[RECORDS TO PROCESS]:
###

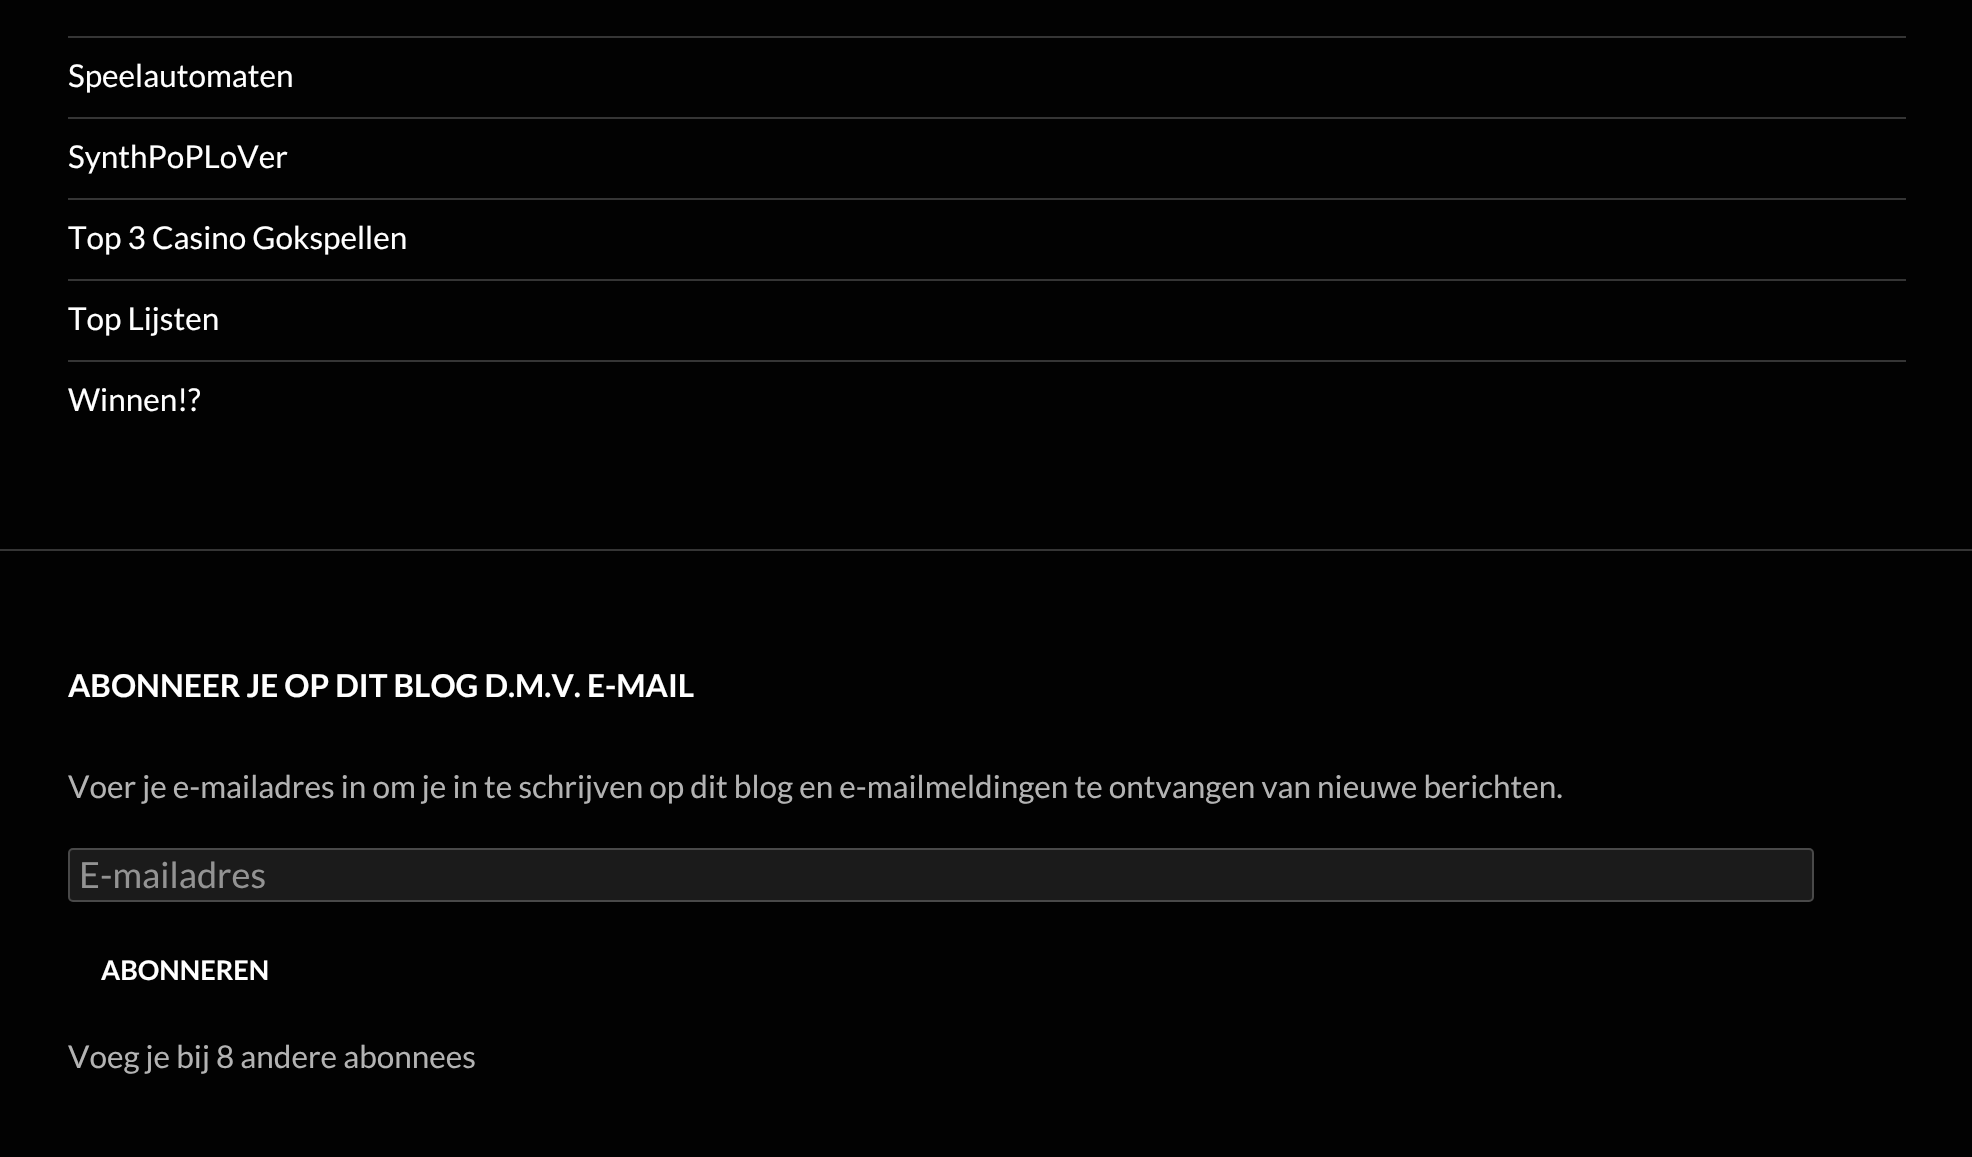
#include "include/core/SkBlurTypes.h"
#include "include/core/SkCanvas.h"
#include "include/core/SkData.h"
#include "include/core/SkFont.h"
#include "include/core/SkFontMgr.h"
#include "include/core/SkImage.h"
#include "include/core/SkMaskFilter.h"
#include "include/core/SkPaint.h"
#include "include/core/SkPathBuilder.h"
#include "include/core/SkTextBlob.h"
#include "include/effects/SkDashPathEffect.h"
#include "include/effects/SkGradientShader.h"
#include "include/utils/SkParsePath.h"

extern sk_sp<SkFontMgr> fontMgr;

static SkFont font(const char* family, int weight, float size, bool italic = false) {
    SkFontStyle style(weight, SkFontStyle::kNormal_Width,
        italic ? SkFontStyle::kItalic_Slant : SkFontStyle::kUpright_Slant);
    SkFont result(fontMgr->matchFamilyStyle(family, style), size);
    result.setSubpixel(true);
    return result;
}

static void drawLabel(SkCanvas* canvas, const char* s, float x, float y, const SkFont& font, SkColor color) {
    SkPaint ink(SkColor4f::FromColor(color));
    ink.setAntiAlias(true);
    canvas->drawString(s, x, y, font, ink);
}

static void fillRect(SkCanvas* canvas, float x, float y, float w, float h, SkColor color) {
    SkPaint ink(SkColor4f::FromColor(color));
    ink.setAntiAlias(true);
    canvas->drawRect(SkRect::MakeXYWH(x, y, w, h), ink);
}

static void fillRRect(SkCanvas* canvas, float x, float y, float w, float h, float radius, SkColor color) {
    SkPaint ink(SkColor4f::FromColor(color));
    ink.setAntiAlias(true);
    canvas->drawRoundRect(SkRect::MakeXYWH(x, y, w, h), radius, radius, ink);
}

void draw(SkCanvas* canvas) {
    SkPaint paint;
    paint.setAntiAlias(true);
    canvas->clear(0xFF020202);
    fillRect(canvas, 0, 549, 1972, 2, 0xFF353535);
    fillRect(canvas, 68, 36, 1838, 2, 0xFF353535);
    SkFont font1 = font("Lato", 400, 31.5f);
    drawLabel(canvas, "Speelautomaten", 68, 87, font1, 0xFFFFFFFF);
    fillRect(canvas, 68, 117, 1838, 2, 0xFF353535);
    drawLabel(canvas, "SynthPoPLoVer", 68, 168, font1, 0xFFFFFFFF);
    fillRect(canvas, 68, 198, 1838, 2, 0xFF353535);
    drawLabel(canvas, "Top 3 Casino Gokspellen", 68, 249, font1, 0xFFFFFFFF);
    fillRect(canvas, 68, 279, 1838, 2, 0xFF353535);
    drawLabel(canvas, "Top Lijsten", 68, 330, font1, 0xFFFFFFFF);
    fillRect(canvas, 68, 360, 1838, 2, 0xFF353535);
    drawLabel(canvas, "Winnen!?", 68, 411, font1, 0xFFFFFFFF);
    SkFont font2 = font("Lato", 700, 31.5f);
    drawLabel(canvas, "ABONNEER JE OP DIT BLOG D.M.V. E-MAIL", 68, 697, font2, 0xFFFFFFFF);
    drawLabel(canvas, "Voer je e-mailadres in om je in te schrijven op dit blog en e-mailmeldingen te ontvangen van nieuwe berichten.", 68, 798, font1, 0xFFB3B3B3);
    fillRRect(canvas, 68, 848, 1746, 54, 5, 0xFF1B1B1B);
    paint.setStroke(true);
    paint.setStrokeWidth(2);
    paint.setColor(0x33FFFFFF);
    canvas->drawRoundRect(SkRect::MakeXYWH(69, 849, 1744, 52), 4, 4, paint);
    SkFont font3 = font("Lato", 400, 36);
    drawLabel(canvas, "E-mailadres", 79, 888, font3, 0xFF939393);
    SkFont font4 = font("Lato", 700, 27);
    drawLabel(canvas, "ABONNEREN", 101, 980, font4, 0xFFFFFFFF);
    drawLabel(canvas, "Voeg je bij 8 andere abonnees", 68, 1068, font1, 0xFFB3B3B3);
}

###

[PROBLEM]:
A single number is required: the count of lines in the data that contain the string "SkFontStyle".

[TASK SOLUTION]:
2